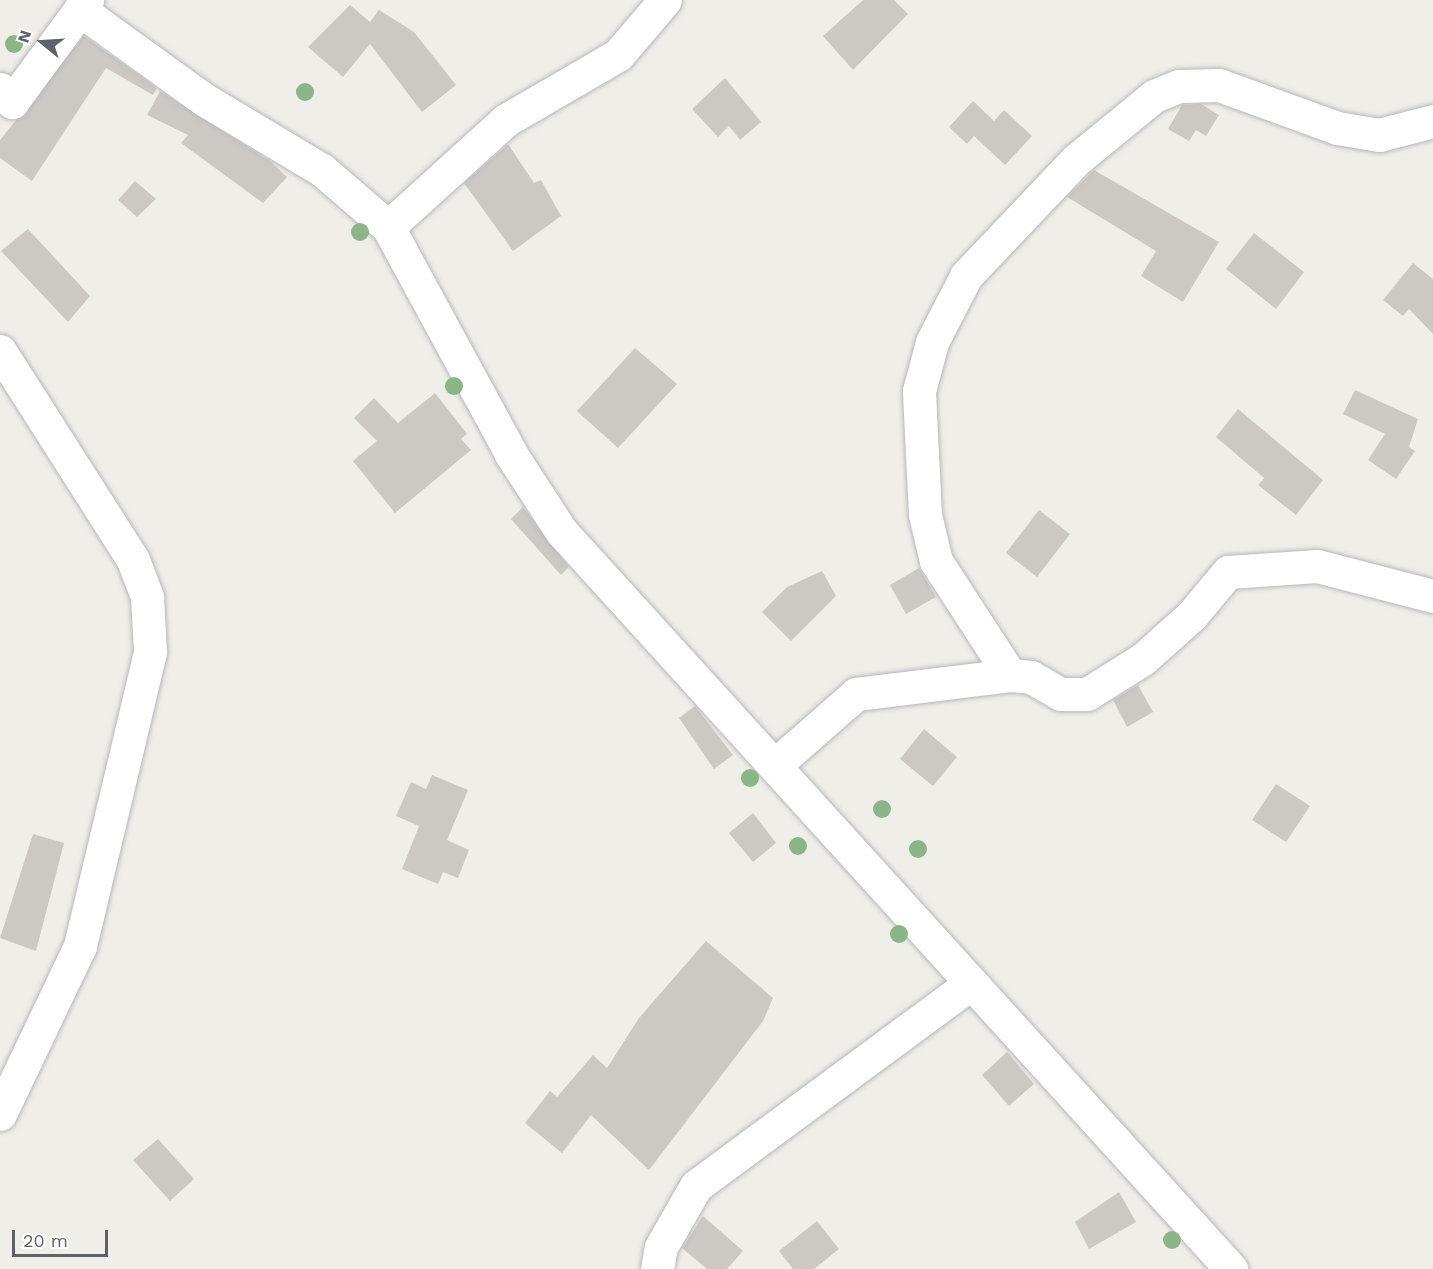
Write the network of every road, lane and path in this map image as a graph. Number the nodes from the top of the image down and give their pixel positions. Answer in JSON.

⁂

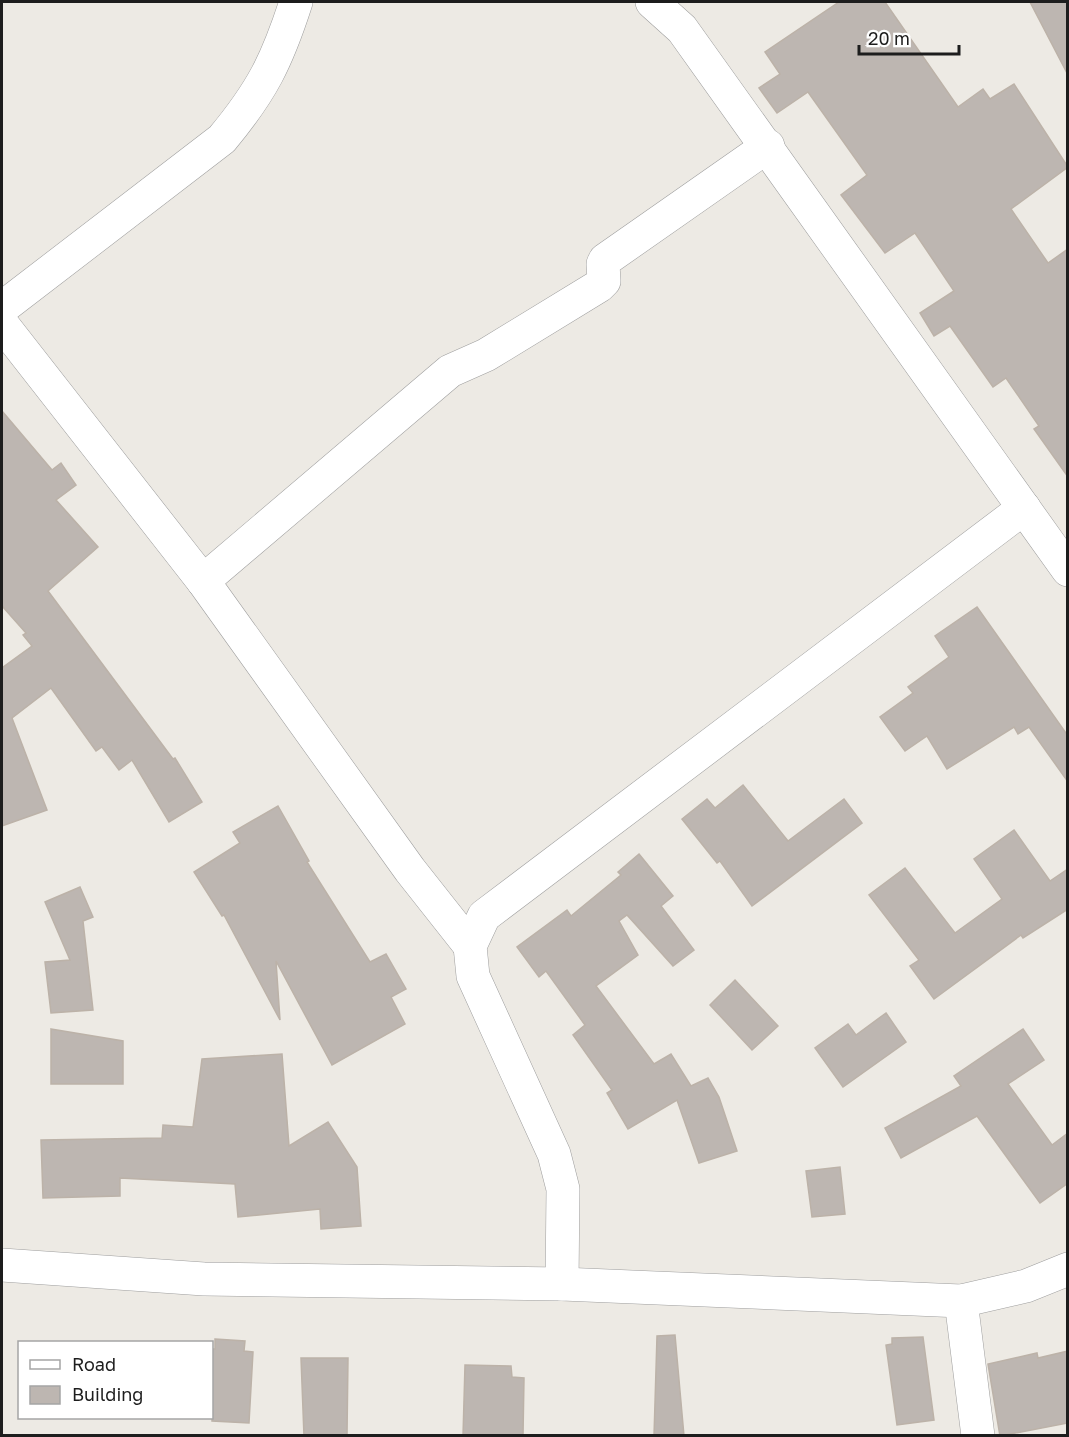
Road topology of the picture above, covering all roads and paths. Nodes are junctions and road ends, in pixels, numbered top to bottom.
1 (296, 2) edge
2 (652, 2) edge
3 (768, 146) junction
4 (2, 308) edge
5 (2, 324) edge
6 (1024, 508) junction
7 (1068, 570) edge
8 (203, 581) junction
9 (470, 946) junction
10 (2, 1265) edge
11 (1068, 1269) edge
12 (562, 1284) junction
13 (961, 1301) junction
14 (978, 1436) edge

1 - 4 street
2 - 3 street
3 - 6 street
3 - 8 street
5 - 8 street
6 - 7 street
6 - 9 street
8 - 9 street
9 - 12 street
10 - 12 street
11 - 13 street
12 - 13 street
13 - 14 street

⁂

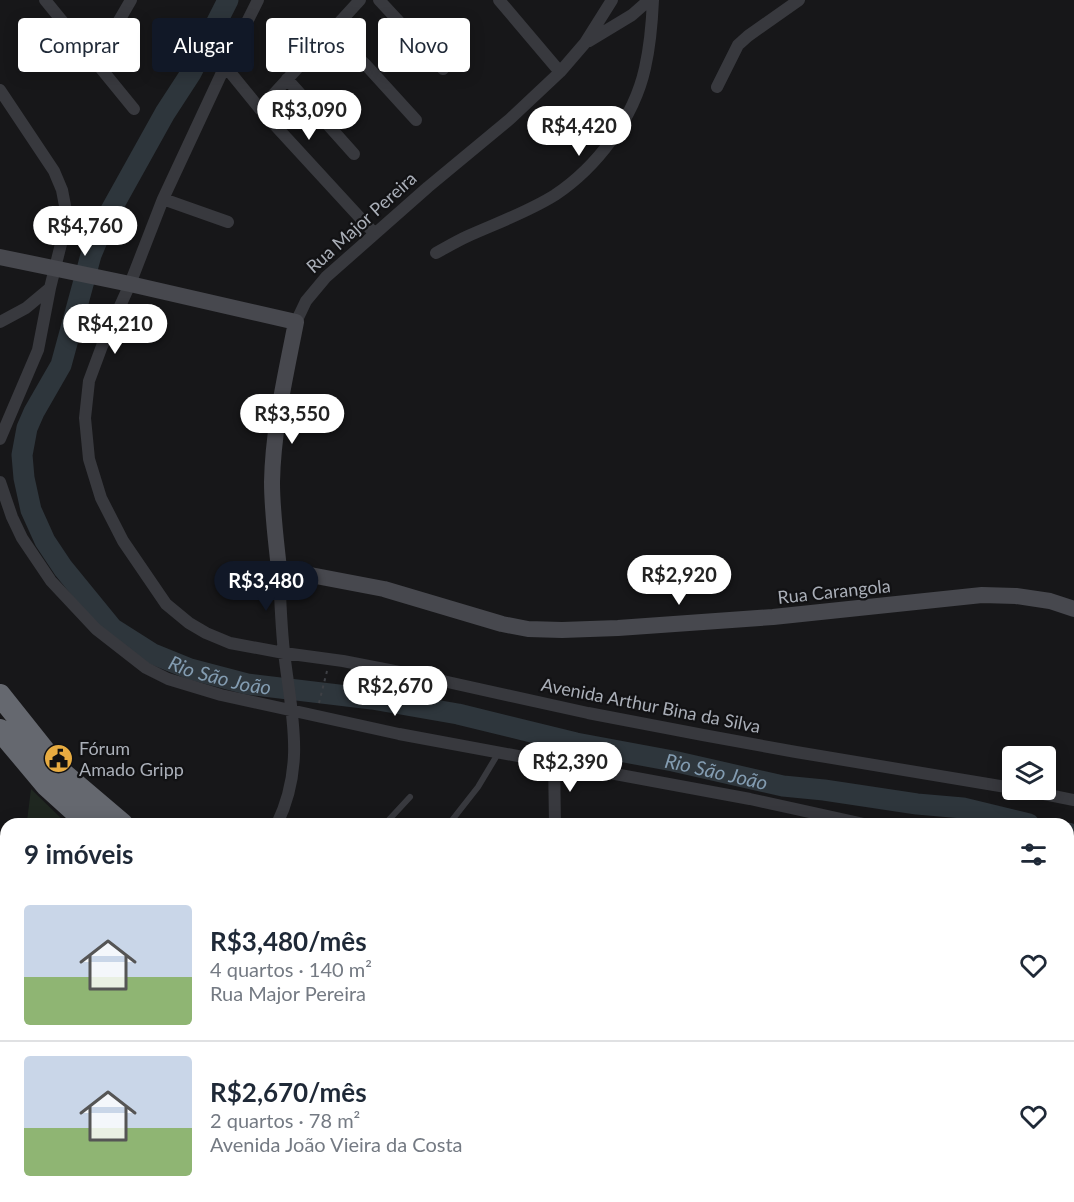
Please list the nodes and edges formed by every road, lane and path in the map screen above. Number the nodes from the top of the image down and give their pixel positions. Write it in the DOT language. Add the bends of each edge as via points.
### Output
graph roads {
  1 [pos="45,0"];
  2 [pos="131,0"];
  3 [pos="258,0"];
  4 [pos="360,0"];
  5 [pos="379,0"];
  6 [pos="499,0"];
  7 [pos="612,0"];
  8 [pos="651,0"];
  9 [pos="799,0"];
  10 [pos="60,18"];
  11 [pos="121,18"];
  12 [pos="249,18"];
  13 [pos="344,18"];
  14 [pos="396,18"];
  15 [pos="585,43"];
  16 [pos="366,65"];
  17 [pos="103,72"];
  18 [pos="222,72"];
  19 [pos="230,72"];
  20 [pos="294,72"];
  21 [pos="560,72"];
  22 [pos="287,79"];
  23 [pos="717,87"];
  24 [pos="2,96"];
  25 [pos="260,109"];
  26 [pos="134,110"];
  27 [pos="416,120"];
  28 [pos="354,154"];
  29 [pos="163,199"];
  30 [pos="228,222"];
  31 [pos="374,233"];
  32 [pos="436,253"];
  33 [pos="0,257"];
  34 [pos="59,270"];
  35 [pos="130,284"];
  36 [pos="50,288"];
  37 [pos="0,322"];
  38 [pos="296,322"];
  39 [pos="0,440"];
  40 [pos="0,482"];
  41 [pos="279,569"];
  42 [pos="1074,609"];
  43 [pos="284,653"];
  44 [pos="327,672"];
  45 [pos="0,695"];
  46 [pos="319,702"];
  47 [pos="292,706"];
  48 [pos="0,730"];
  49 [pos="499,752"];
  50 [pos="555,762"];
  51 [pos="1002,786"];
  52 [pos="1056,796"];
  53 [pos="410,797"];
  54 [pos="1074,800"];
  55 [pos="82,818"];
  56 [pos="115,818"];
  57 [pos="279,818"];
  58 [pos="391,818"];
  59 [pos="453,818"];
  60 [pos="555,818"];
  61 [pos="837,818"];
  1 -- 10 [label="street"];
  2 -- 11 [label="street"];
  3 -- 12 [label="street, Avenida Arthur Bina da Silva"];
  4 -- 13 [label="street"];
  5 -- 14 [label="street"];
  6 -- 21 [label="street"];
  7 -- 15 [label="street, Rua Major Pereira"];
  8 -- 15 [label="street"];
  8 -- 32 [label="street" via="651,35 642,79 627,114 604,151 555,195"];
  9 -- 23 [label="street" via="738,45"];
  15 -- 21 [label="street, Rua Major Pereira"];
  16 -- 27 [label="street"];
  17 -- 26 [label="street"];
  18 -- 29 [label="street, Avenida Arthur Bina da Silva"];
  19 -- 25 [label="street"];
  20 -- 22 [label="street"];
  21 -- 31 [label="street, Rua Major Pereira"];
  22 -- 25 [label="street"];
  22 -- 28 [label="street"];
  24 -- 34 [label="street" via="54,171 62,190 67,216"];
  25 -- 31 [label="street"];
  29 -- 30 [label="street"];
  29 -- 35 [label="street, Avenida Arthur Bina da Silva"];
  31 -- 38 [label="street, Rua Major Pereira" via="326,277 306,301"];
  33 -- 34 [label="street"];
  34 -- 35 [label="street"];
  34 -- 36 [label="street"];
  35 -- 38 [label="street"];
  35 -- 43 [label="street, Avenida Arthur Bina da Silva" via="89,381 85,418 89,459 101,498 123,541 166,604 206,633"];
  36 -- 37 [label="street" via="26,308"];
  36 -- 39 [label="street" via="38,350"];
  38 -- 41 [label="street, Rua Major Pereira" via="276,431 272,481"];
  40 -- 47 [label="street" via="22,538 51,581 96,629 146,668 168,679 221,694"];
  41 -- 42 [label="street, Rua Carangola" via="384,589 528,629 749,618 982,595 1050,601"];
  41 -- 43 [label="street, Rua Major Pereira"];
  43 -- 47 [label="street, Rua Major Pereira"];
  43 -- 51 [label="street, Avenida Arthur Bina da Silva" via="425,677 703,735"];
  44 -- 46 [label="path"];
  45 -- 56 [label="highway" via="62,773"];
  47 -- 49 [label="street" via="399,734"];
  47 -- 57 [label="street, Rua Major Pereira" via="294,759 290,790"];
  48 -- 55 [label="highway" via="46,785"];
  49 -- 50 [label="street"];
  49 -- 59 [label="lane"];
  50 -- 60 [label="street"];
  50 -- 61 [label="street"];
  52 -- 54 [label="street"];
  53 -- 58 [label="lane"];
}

⁂

Instructions to follow: From the records above, copy each line in which the string "give" occurs.

Response for this exercise:
Write the network of every road, lane and path in this map image as a graph. Number the nodes from the top of the image down and give their pixel positions. Answer in JSON.
Please list the nodes and edges formed by every road, lane and path in the map screen above. Number the nodes from the top of the image down and give their pixel positions. Write it in the DOT language. Add the bends of each edge as via points.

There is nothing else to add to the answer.